A person commits a violation if he loiters or prowls in a place, at a time, or in a manner not usual for law-abiding individuals under circumstances that warrant alarm for the safety of persons or property in the vicinity. Among the circumstances which may be considered in determining whether such alarm is warranted is the fact that the actor takes flight upon appearance of a peace officer, refuses to identify himself, or manifestly endeavors to conceal himself or any object. Unless flight by the actor or other circumstance makes it impracticable, a peace officer shall prior to any arrest for an offense under this section afford the actor an opportunity to dispel any alarm which would otherwise be warranted, by requesting him to identify himself and explain his presence and conduct. No person shall be convicted of an offense under this Section if the peace officer did not comply with the preceding sentence, or if it appears at trial that the explanation given by the actor was true and, if believed by the peace officer at the time, would have dispelled the alarm.

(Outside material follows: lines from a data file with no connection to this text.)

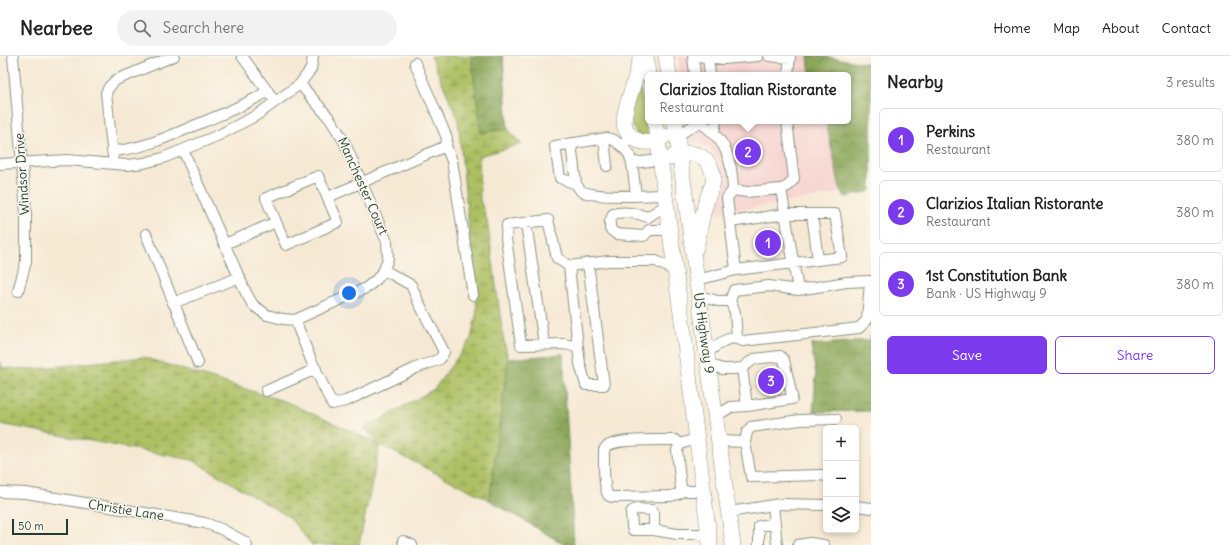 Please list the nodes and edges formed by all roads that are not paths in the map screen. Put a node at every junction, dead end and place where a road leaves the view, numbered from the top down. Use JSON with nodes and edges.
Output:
{"nodes":[{"id":1,"x":13,"y":56,"type":"edge"},
{"id":2,"x":174,"y":56,"type":"edge"},
{"id":3,"x":242,"y":56,"type":"edge"},
{"id":4,"x":313,"y":56,"type":"edge"},
{"id":5,"x":641,"y":56,"type":"edge"},
{"id":6,"x":646,"y":56,"type":"edge"},
{"id":7,"x":666,"y":56,"type":"edge"},
{"id":8,"x":692,"y":56,"type":"edge"},
{"id":9,"x":697,"y":56,"type":"edge"},
{"id":10,"x":758,"y":56,"type":"edge"},
{"id":11,"x":769,"y":56,"type":"edge"},
{"id":12,"x":708,"y":57,"type":"junction"},
{"id":13,"x":790,"y":57,"type":"edge"},
{"id":14,"x":415,"y":63,"type":"dead end"},
{"id":15,"x":648,"y":72,"type":"edge"},
{"id":16,"x":669,"y":72,"type":"edge"},
{"id":17,"x":695,"y":72,"type":"edge"},
{"id":18,"x":710,"y":72,"type":"edge"},
{"id":19,"x":788,"y":72,"type":"edge"},
{"id":20,"x":300,"y":84,"type":"junction"},
{"id":21,"x":268,"y":91,"type":"junction"},
{"id":22,"x":276,"y":102,"type":"junction"},
{"id":23,"x":654,"y":124,"type":"edge"},
{"id":24,"x":672,"y":124,"type":"edge"},
{"id":25,"x":675,"y":124,"type":"edge"},
{"id":26,"x":697,"y":124,"type":"edge"},
{"id":27,"x":703,"y":124,"type":"edge"},
{"id":28,"x":716,"y":124,"type":"edge"},
{"id":29,"x":787,"y":124,"type":"edge"},
{"id":30,"x":714,"y":133,"type":"junction"},
{"id":31,"x":678,"y":136,"type":"junction"},
{"id":32,"x":604,"y":139,"type":"junction"},
{"id":33,"x":627,"y":141,"type":"junction"},
{"id":34,"x":657,"y":141,"type":"junction"},
{"id":35,"x":571,"y":143,"type":"junction"},
{"id":36,"x":446,"y":146,"type":"junction"},
{"id":37,"x":112,"y":150,"type":"junction"},
{"id":38,"x":183,"y":150,"type":"junction"},
{"id":39,"x":679,"y":153,"type":"junction"},
{"id":40,"x":660,"y":160,"type":"junction"},
{"id":41,"x":22,"y":163,"type":"junction"},
{"id":42,"x":632,"y":163,"type":"junction"},
{"id":43,"x":0,"y":164,"type":"edge"},
{"id":44,"x":113,"y":164,"type":"junction"},
{"id":45,"x":607,"y":166,"type":"dead end"},
{"id":46,"x":662,"y":176,"type":"junction"},
{"id":47,"x":362,"y":182,"type":"junction"},
{"id":48,"x":577,"y":186,"type":"junction"},
{"id":49,"x":781,"y":189,"type":"junction"},
{"id":50,"x":733,"y":190,"type":"junction"},
{"id":51,"x":636,"y":195,"type":"junction"},
{"id":52,"x":328,"y":197,"type":"junction"},
{"id":53,"x":665,"y":200,"type":"junction"},
{"id":54,"x":786,"y":214,"type":"junction"},
{"id":55,"x":812,"y":214,"type":"junction"},
{"id":56,"x":648,"y":217,"type":"junction"},
{"id":57,"x":276,"y":222,"type":"junction"},
{"id":58,"x":730,"y":222,"type":"junction"},
{"id":59,"x":526,"y":223,"type":"junction"},
{"id":60,"x":648,"y":230,"type":"junction"},
{"id":61,"x":669,"y":230,"type":"junction"},
{"id":62,"x":146,"y":234,"type":"dead end"},
{"id":63,"x":225,"y":244,"type":"junction"},
{"id":64,"x":672,"y":251,"type":"junction"},
{"id":65,"x":694,"y":259,"type":"junction"},
{"id":66,"x":818,"y":260,"type":"junction"},
{"id":67,"x":656,"y":261,"type":"junction"},
{"id":68,"x":794,"y":263,"type":"junction"},
{"id":69,"x":588,"y":264,"type":"junction"},
{"id":70,"x":569,"y":266,"type":"junction"},
{"id":71,"x":384,"y":270,"type":"junction"},
{"id":72,"x":736,"y":270,"type":"junction"},
{"id":73,"x":675,"y":271,"type":"junction"},
{"id":74,"x":240,"y":277,"type":"junction"},
{"id":75,"x":697,"y":280,"type":"junction"},
{"id":76,"x":798,"y":290,"type":"junction"},
{"id":77,"x":18,"y":291,"type":"dead end"},
{"id":78,"x":473,"y":295,"type":"dead end"},
{"id":79,"x":699,"y":296,"type":"junction"},
{"id":80,"x":730,"y":301,"type":"junction"},
{"id":81,"x":173,"y":303,"type":"junction"},
{"id":82,"x":295,"y":320,"type":"junction"},
{"id":83,"x":737,"y":338,"type":"junction"},
{"id":84,"x":544,"y":344,"type":"junction"},
{"id":85,"x":578,"y":347,"type":"junction"},
{"id":86,"x":707,"y":358,"type":"junction"},
{"id":87,"x":198,"y":363,"type":"dead end"},
{"id":88,"x":742,"y":368,"type":"junction"},
{"id":89,"x":316,"y":369,"type":"junction"},
{"id":90,"x":266,"y":391,"type":"dead end"},
{"id":91,"x":743,"y":406,"type":"junction"},
{"id":92,"x":716,"y":416,"type":"junction"},
{"id":93,"x":836,"y":419,"type":"dead end"},
{"id":94,"x":696,"y":439,"type":"junction"},
{"id":95,"x":719,"y":441,"type":"junction"},
{"id":96,"x":745,"y":442,"type":"junction"},
{"id":97,"x":680,"y":444,"type":"junction"},
{"id":98,"x":823,"y":475,"type":"edge"},
{"id":99,"x":683,"y":491,"type":"junction"},
{"id":100,"x":703,"y":491,"type":"junction"},
{"id":101,"x":0,"y":492,"type":"edge"},
{"id":102,"x":773,"y":505,"type":"junction"},
{"id":103,"x":823,"y":505,"type":"edge"},
{"id":104,"x":859,"y":506,"type":"edge"},
{"id":105,"x":871,"y":508,"type":"edge"},
{"id":106,"x":729,"y":512,"type":"junction"},
{"id":107,"x":775,"y":523,"type":"junction"},
{"id":108,"x":654,"y":530,"type":"dead end"},
{"id":109,"x":709,"y":539,"type":"edge"},
{"id":110,"x":247,"y":545,"type":"edge"},
{"id":111,"x":733,"y":545,"type":"edge"},
{"id":112,"x":759,"y":545,"type":"edge"},
{"id":113,"x":778,"y":545,"type":"edge"},
{"id":114,"x":798,"y":545,"type":"edge"},
{"id":115,"x":824,"y":545,"type":"edge"}],
"edges":[{"from":1,"to":41,"type":"street","name":"Windsor Drive"},
{"from":2,"to":37,"type":"street"},
{"from":3,"to":21,"type":"street"},
{"from":4,"to":20,"type":"street"},
{"from":5,"to":33,"type":"highway"},
{"from":6,"to":15,"type":"highway"},
{"from":7,"to":16,"type":"highway"},
{"from":8,"to":17,"type":"street"},
{"from":9,"to":12,"type":"street"},
{"from":10,"to":12,"type":"street"},
{"from":11,"to":13,"type":"street"},
{"from":12,"to":18,"type":"street"},
{"from":13,"to":19,"type":"street"},
{"from":14,"to":36,"type":"street"},
{"from":20,"to":22,"type":"street"},
{"from":20,"to":47,"type":"street","name":"Manchester Court"},
{"from":21,"to":22,"type":"street"},
{"from":21,"to":37,"type":"street"},
{"from":22,"to":38,"type":"street"},
{"from":23,"to":34,"type":"highway","name":"US Highway 9"},
{"from":24,"to":34,"type":"highway"},
{"from":25,"to":31,"type":"highway","name":"US Highway 9"},
{"from":26,"to":31,"type":"street"},
{"from":27,"to":30,"type":"street"},
{"from":28,"to":30,"type":"street"},
{"from":29,"to":49,"type":"street"},
{"from":30,"to":50,"type":"street"},
{"from":31,"to":39,"type":"highway","name":"US Highway 9"},
{"from":32,"to":33,"type":"street"},
{"from":32,"to":35,"type":"street"},
{"from":32,"to":45,"type":"street"},
{"from":33,"to":34,"type":"highway"},
{"from":33,"to":42,"type":"street"},
{"from":34,"to":40,"type":"highway","name":"US Highway 9"},
{"from":35,"to":48,"type":"street"},
{"from":35,"to":48,"type":"street"},
{"from":36,"to":47,"type":"street"},
{"from":36,"to":78,"type":"street"},
{"from":37,"to":44,"type":"street"},
{"from":38,"to":44,"type":"street"},
{"from":38,"to":63,"type":"street"},
{"from":39,"to":46,"type":"highway"},
{"from":39,"to":65,"type":"highway","name":"US Highway 9"},
{"from":39,"to":65,"type":"highway"},
{"from":40,"to":42,"type":"street"},
{"from":40,"to":46,"type":"highway","name":"US Highway 9"},
{"from":41,"to":43,"type":"street"},
{"from":41,"to":44,"type":"street"},
{"from":41,"to":77,"type":"street","name":"Windsor Drive"},
{"from":42,"to":51,"type":"street"},
{"from":46,"to":53,"type":"highway","name":"US Highway 9"},
{"from":47,"to":52,"type":"street"},
{"from":47,"to":71,"type":"street","name":"Manchester Court"},
{"from":48,"to":51,"type":"street"},
{"from":49,"to":50,"type":"street"},
{"from":49,"to":54,"type":"street"},
{"from":50,"to":58,"type":"street"},
{"from":51,"to":53,"type":"street"},
{"from":52,"to":57,"type":"street"},
{"from":52,"to":57,"type":"street"},
{"from":53,"to":56,"type":"street"},
{"from":53,"to":61,"type":"highway","name":"US Highway 9"},
{"from":54,"to":55,"type":"street"},
{"from":54,"to":58,"type":"street"},
{"from":54,"to":68,"type":"street"},
{"from":55,"to":66,"type":"street"},
{"from":55,"to":66,"type":"street"},
{"from":56,"to":60,"type":"street"},
{"from":56,"to":60,"type":"street"},
{"from":57,"to":63,"type":"street"},
{"from":58,"to":72,"type":"street"},
{"from":59,"to":70,"type":"street"},
{"from":59,"to":84,"type":"street"},
{"from":59,"to":84,"type":"street"},
{"from":60,"to":61,"type":"street"},
{"from":61,"to":64,"type":"highway","name":"US Highway 9"},
{"from":62,"to":81,"type":"street"},
{"from":63,"to":74,"type":"street"},
{"from":64,"to":67,"type":"street"},
{"from":64,"to":73,"type":"highway","name":"US Highway 9"},
{"from":65,"to":75,"type":"highway","name":"US Highway 9"},
{"from":66,"to":68,"type":"street"},
{"from":67,"to":69,"type":"street"},
{"from":67,"to":73,"type":"street"},
{"from":68,"to":72,"type":"street"},
{"from":68,"to":76,"type":"street"},
{"from":69,"to":70,"type":"street"},
{"from":69,"to":85,"type":"street"},
{"from":70,"to":85,"type":"street"},
{"from":71,"to":82,"type":"street"},
{"from":71,"to":89,"type":"street"},
{"from":72,"to":75,"type":"street"},
{"from":73,"to":94,"type":"highway","name":"US Highway 9"},
{"from":74,"to":81,"type":"street"},
{"from":74,"to":82,"type":"street"},
{"from":75,"to":79,"type":"highway","name":"US Highway 9"},
{"from":76,"to":80,"type":"street"},
{"from":76,"to":83,"type":"street"},
{"from":79,"to":80,"type":"street"},
{"from":79,"to":86,"type":"highway","name":"US Highway 9"},
{"from":80,"to":83,"type":"street"},
{"from":81,"to":87,"type":"street"},
{"from":82,"to":89,"type":"street"},
{"from":83,"to":86,"type":"street"},
{"from":84,"to":85,"type":"street"},
{"from":86,"to":88,"type":"street"},
{"from":86,"to":92,"type":"highway","name":"US Highway 9"},
{"from":88,"to":91,"type":"street"},
{"from":88,"to":91,"type":"street"},
{"from":89,"to":90,"type":"street"},
{"from":91,"to":92,"type":"street"},
{"from":92,"to":95,"type":"highway","name":"US Highway 9"},
{"from":93,"to":96,"type":"street"},
{"from":94,"to":97,"type":"street"},
{"from":94,"to":100,"type":"highway","name":"US Highway 9"},
{"from":95,"to":96,"type":"street"},
{"from":95,"to":106,"type":"highway","name":"US Highway 9"},
{"from":96,"to":98,"type":"street"},
{"from":97,"to":99,"type":"street"},
{"from":97,"to":99,"type":"street"},
{"from":99,"to":100,"type":"street"},
{"from":100,"to":109,"type":"highway","name":"US Highway 9"},
{"from":101,"to":110,"type":"street","name":"Christie Lane"},
{"from":102,"to":103,"type":"street"},
{"from":102,"to":106,"type":"street"},
{"from":102,"to":107,"type":"street"},
{"from":104,"to":105,"type":"street"},
{"from":106,"to":111,"type":"highway","name":"US Highway 9"},
{"from":107,"to":112,"type":"street"},
{"from":107,"to":113,"type":"street"},
{"from":108,"to":109,"type":"street"},
{"from":114,"to":115,"type":"street"}]}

. The loitering ordinance, section 20-9(a) of the Code of Indianapolis and Marion County provides as follows:

(a) LOITERING. No person shall loiter or prowl in a place, at a time or in a manner not usual for law abiding citizens, under circumstances that warrant a justifiable and reasonable alarm or immediate concern for the safety of persons or property in the vicinity, in any public way, street, highway, place, or alley and refuse to obey the lawful command of a police officer to move on or provide to said police officer a lawful reason for remaining on said public way, street, highway, place or alley if the alleged loitering by said person would create or cause to be created any of the following:
(1) Danger of a breach of the peace;
(2) The unreasonable danger of a disturbance to the comfort and repose of any person acting lawfully on or in a public way, street, highway, place, or alley reserved for pedestrians;
(3) The obstruction or attempted obstruction of the free normal flow of vehicular traffic or the normal passage of pedestrian traffic upon any public way, street, highway, place, or alley;
(4) The obstruction, molestation or interference or attempt to obstruct, molest or interfere with any person lawfully on or in a public way, street, highway, place, or alley to fear for his or her safety.
(c) No persons shall be convicted under this section if the police officer failed to comply with the procedure outlined herein.
(d) No person shall be convicted under this section if it appears at trial that the explanation given by the person is true and, if believed by the police would:
(1) have dispelled the fear for human safety;
(2) have dispelled the concern for safety of property;
(3) have dispelled the fear of a breach of the peace;
(4) have provided a justifiable reason for obstructing vehicular or pedestrian traffic, subject to the discretion of the court.
(e) If a person takes flight upon appearance of a police officer, who identifies himself as such, or refuses to identify himself, or attempts to conceal himself, said police officer has probable cause to believe a violation of this section has occurred and is hereby duly authorized to make an arrest.
(f) Any person, firm or corporation who violates the provisions of the section and is found guilty for said violation shall be fined not less than twenty-five dollars ($25.00) or more than five hundred dollars ($500.00) for each offense and a separate offense shall be deemed committed on each day during which a violation occurs or continues.
(g) The provisions of this section shall not apply to solicitation for any lawful business or any lawful charity licensed by the Charities Solicitation Commission of the City.